Crash

By J. G. Ballard, Introduction by Zadie Smith

The definitive cult, post-modern novel – a shocking blend of violence, transgression and eroticism – reissued with a new introduction from Zadie Smith.

When Ballard, our narrator, smashes his car into another and watches a man die in front of him, he finds himself drawn with increasing intensity to the mangled impacts of car crashes. Robert Vaughan, a former TV scientist turned nightmare angel of the expressway, has gathered around him a collection of alienated crash victims and experiments with a series of auto-erotic atrocities, each more sinister than the last. But Vaughan craves the ultimate crash – a head-on collision of blood, semen, engine coolant and iconic celebrity.
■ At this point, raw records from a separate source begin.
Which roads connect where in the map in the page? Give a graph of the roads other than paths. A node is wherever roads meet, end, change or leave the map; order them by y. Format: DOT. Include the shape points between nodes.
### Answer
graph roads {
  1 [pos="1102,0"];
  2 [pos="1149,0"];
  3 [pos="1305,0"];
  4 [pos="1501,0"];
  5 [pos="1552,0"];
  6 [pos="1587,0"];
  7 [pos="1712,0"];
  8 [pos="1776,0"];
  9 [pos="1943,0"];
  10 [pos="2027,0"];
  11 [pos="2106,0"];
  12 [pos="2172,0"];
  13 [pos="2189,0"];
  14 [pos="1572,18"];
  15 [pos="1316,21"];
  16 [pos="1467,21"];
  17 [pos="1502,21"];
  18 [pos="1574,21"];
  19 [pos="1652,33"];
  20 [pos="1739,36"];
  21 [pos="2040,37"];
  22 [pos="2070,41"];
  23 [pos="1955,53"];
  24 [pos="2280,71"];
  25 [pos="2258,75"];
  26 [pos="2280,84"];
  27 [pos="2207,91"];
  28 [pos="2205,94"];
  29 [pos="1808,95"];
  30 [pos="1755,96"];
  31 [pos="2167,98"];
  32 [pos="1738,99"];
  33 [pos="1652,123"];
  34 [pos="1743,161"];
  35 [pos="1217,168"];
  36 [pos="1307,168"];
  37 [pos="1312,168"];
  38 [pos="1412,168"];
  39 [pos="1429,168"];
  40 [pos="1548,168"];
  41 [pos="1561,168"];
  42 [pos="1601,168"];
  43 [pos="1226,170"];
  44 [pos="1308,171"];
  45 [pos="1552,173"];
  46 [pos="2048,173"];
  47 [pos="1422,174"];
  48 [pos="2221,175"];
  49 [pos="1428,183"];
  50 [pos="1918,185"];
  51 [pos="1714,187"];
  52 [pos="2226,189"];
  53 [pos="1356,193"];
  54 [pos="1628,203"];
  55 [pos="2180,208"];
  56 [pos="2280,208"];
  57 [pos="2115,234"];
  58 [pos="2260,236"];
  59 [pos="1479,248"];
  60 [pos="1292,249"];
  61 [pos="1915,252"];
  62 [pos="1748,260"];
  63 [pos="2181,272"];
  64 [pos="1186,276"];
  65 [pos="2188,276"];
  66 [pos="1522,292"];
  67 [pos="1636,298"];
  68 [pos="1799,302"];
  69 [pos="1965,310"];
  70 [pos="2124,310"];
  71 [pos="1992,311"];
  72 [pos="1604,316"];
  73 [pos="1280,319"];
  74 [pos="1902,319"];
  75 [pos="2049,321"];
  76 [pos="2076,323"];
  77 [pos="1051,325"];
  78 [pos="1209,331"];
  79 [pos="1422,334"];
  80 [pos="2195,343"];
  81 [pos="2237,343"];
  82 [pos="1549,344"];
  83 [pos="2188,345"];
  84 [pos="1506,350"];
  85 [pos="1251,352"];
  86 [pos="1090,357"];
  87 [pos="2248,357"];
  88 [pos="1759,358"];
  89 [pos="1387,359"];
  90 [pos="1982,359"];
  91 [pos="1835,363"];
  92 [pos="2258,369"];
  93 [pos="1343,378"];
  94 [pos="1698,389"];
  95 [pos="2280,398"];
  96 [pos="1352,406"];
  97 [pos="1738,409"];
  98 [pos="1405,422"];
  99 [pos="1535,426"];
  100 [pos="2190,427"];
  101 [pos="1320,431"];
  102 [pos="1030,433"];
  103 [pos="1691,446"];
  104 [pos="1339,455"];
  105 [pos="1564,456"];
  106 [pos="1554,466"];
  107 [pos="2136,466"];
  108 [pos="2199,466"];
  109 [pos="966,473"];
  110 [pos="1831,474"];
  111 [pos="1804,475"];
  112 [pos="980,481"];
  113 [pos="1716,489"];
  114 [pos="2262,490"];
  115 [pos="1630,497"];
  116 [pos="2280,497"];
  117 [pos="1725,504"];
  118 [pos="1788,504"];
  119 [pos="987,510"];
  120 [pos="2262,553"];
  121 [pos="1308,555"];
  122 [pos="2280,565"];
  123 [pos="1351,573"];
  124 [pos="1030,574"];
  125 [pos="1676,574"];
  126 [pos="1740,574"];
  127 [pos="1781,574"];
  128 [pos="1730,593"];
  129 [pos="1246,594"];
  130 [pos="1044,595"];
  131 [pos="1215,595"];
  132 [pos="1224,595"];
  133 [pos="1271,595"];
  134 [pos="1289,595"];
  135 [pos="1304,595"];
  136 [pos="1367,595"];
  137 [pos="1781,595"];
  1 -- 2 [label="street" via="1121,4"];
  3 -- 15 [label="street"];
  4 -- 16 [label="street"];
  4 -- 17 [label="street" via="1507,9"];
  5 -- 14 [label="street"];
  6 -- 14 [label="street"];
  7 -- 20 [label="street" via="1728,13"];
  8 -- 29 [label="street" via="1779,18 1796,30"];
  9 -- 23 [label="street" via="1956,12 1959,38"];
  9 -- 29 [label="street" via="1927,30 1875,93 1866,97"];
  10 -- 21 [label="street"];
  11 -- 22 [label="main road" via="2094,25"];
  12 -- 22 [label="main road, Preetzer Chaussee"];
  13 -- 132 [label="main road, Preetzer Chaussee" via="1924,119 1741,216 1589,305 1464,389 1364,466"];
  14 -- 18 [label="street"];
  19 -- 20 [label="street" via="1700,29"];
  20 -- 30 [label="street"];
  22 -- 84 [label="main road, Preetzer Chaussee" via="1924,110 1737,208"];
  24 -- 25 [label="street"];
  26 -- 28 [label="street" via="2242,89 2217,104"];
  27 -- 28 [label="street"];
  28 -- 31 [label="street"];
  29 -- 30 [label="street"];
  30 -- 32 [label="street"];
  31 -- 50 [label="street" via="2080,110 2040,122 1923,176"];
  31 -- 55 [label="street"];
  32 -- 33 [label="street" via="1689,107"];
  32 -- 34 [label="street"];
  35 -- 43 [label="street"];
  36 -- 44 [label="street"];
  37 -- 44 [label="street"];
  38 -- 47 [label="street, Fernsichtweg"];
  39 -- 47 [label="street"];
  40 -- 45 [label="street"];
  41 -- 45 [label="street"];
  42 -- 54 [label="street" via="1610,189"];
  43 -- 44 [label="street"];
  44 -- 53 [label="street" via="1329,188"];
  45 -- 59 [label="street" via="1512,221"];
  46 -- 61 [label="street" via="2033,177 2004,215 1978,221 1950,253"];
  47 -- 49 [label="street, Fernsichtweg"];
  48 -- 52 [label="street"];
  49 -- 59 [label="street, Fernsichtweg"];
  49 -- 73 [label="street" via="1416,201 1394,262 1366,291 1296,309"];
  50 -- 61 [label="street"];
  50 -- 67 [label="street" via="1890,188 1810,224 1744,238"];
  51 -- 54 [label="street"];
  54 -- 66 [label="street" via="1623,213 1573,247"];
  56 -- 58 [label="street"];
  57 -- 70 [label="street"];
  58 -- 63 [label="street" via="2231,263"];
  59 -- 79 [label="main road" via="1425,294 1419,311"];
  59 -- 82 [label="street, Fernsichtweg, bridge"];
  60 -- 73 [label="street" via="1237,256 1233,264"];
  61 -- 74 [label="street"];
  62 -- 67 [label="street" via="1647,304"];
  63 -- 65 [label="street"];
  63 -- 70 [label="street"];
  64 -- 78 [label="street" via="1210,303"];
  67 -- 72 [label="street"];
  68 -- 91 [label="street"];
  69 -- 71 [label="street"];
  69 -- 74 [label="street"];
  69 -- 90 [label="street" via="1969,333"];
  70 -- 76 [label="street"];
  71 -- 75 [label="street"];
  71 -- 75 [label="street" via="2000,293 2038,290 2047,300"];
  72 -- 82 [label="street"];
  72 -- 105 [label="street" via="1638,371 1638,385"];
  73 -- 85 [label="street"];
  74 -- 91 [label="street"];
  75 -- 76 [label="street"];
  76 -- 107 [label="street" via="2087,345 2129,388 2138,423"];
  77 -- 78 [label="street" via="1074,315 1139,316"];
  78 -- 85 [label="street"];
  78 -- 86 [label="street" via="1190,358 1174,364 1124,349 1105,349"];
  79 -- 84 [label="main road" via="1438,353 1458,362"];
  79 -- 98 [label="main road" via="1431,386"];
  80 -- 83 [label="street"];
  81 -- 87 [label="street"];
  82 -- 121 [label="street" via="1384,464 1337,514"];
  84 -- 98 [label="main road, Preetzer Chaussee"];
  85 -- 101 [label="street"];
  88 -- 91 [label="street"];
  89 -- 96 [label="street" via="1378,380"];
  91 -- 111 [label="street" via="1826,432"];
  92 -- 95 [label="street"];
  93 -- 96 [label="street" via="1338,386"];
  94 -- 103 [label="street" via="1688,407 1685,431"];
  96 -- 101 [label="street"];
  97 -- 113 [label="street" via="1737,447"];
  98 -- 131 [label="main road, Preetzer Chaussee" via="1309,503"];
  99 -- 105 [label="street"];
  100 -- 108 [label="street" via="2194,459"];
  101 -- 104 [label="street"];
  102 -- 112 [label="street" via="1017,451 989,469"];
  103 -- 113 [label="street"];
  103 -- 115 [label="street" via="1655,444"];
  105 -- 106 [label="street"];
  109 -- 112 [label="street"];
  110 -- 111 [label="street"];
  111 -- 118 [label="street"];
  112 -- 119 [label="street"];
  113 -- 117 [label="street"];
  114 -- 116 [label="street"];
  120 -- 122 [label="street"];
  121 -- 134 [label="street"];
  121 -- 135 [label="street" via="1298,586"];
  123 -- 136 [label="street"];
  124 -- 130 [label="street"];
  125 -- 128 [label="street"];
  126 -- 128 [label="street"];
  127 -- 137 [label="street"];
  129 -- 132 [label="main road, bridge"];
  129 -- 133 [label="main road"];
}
First published in 1973 ‘Crash’ remains one of the most shocking novels of the twentieth century and was made into an equally controversial film by David Cronenberg.

This edition is part of a new commemorative series of Ballard’s works, featuring introductions from a number of his admirers (including Robert Macfarlane, Martin Amis, James Lever and Ali Smith) and brand-new cover designs from the artist Stanley Donwood.

Format: Paperback
Release Date: 03 Jul 2014
Pages: 208
ISBN: 978-0-00-728702-4
J.G. Ballard was born in 1930 in Shanghai. After internment in a civilian prison camp, his family returned to England in 1946. His 1984 bestseller Empire of the Sun won the Guardian Fiction Prize and the James Tait Black Memorial Prize. His controversial novel Crash was made into a film by David Cronenberg. His autobiography Miracles of Life was published in 2008, and a collection of interviews with the author, Extreme Metaphors, was published in 2012. J.G. Ballard passed away in 2009.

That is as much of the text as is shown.